**Task instructions**
Down to the last line, retype the records below exactly and skip the pictures.
══ Input data ══
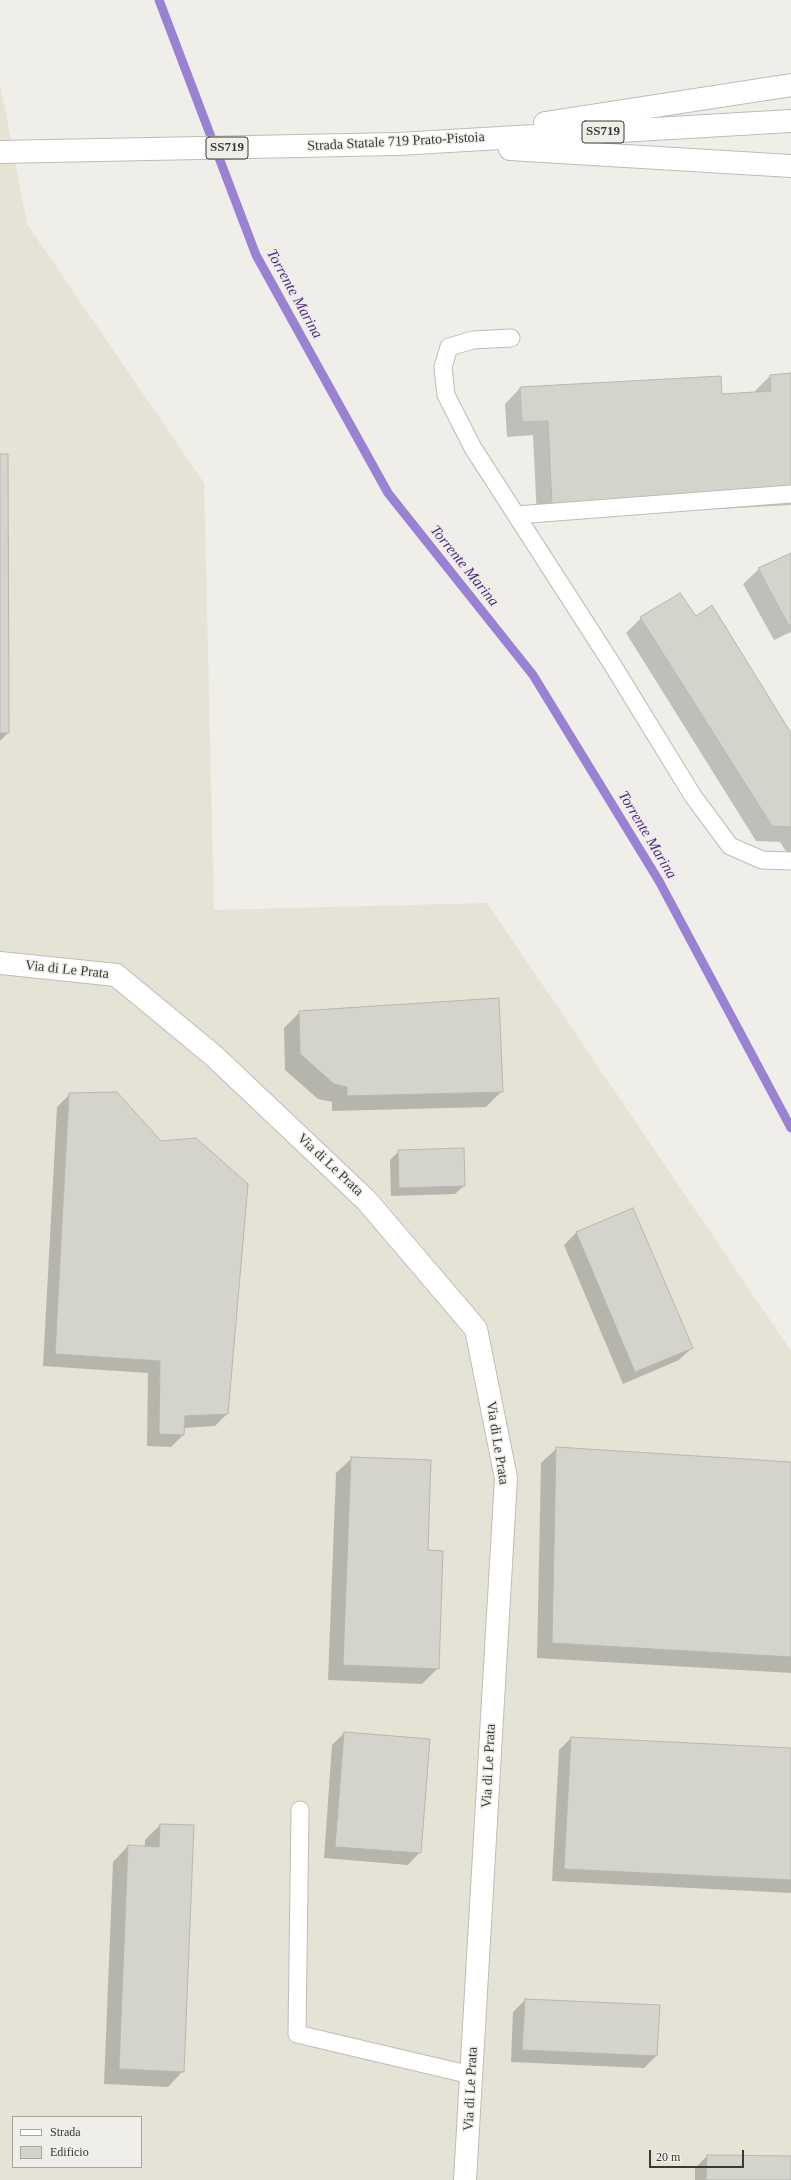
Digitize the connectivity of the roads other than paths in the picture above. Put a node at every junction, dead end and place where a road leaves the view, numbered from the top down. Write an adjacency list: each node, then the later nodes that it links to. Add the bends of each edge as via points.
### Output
1 (791, 85): 3 (main road)
2 (791, 122): 3 (main road, Strada Statale 719 Prato-Pistoia / SS719)
3 (406, 144): 4 (main road, Strada Statale 719 Prato-Pistoia / SS719); 5 (main road)
4 (0, 152)
5 (791, 166)
6 (511, 338): 8 (lane, via 473,340 449,347 443,367 446,395 473,448)
7 (791, 494): 8 (lane)
8 (517, 515): 9 (lane, via 693,796 730,846 762,860)
9 (791, 861)
10 (0, 963): 12 (main road, Via di Le Prata, via 116,975 214,1056 367,1201 476,1329 506,1478)
11 (300, 1810): 12 (lane, via 297,2034)
12 (472, 2075): 13 (main road, Via di Le Prata)
13 (465, 2180)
═══
**Written response**
Digitize the connectivity of the roads other than paths in the picture above. Put a node at every junction, dead end and place where a road leaves the view, numbered from the top down. Write an adjacency list: each node, then the later nodes that it links to. Add the bends of each edge as via points.
### Output
1 (791, 85): 3 (main road)
2 (791, 122): 3 (main road, Strada Statale 719 Prato-Pistoia / SS719)
3 (406, 144): 4 (main road, Strada Statale 719 Prato-Pistoia / SS719); 5 (main road)
4 (0, 152)
5 (791, 166)
6 (511, 338): 8 (lane, via 473,340 449,347 443,367 446,395 473,448)
7 (791, 494): 8 (lane)
8 (517, 515): 9 (lane, via 693,796 730,846 762,860)
9 (791, 861)
10 (0, 963): 12 (main road, Via di Le Prata, via 116,975 214,1056 367,1201 476,1329 506,1478)
11 (300, 1810): 12 (lane, via 297,2034)
12 (472, 2075): 13 (main road, Via di Le Prata)
13 (465, 2180)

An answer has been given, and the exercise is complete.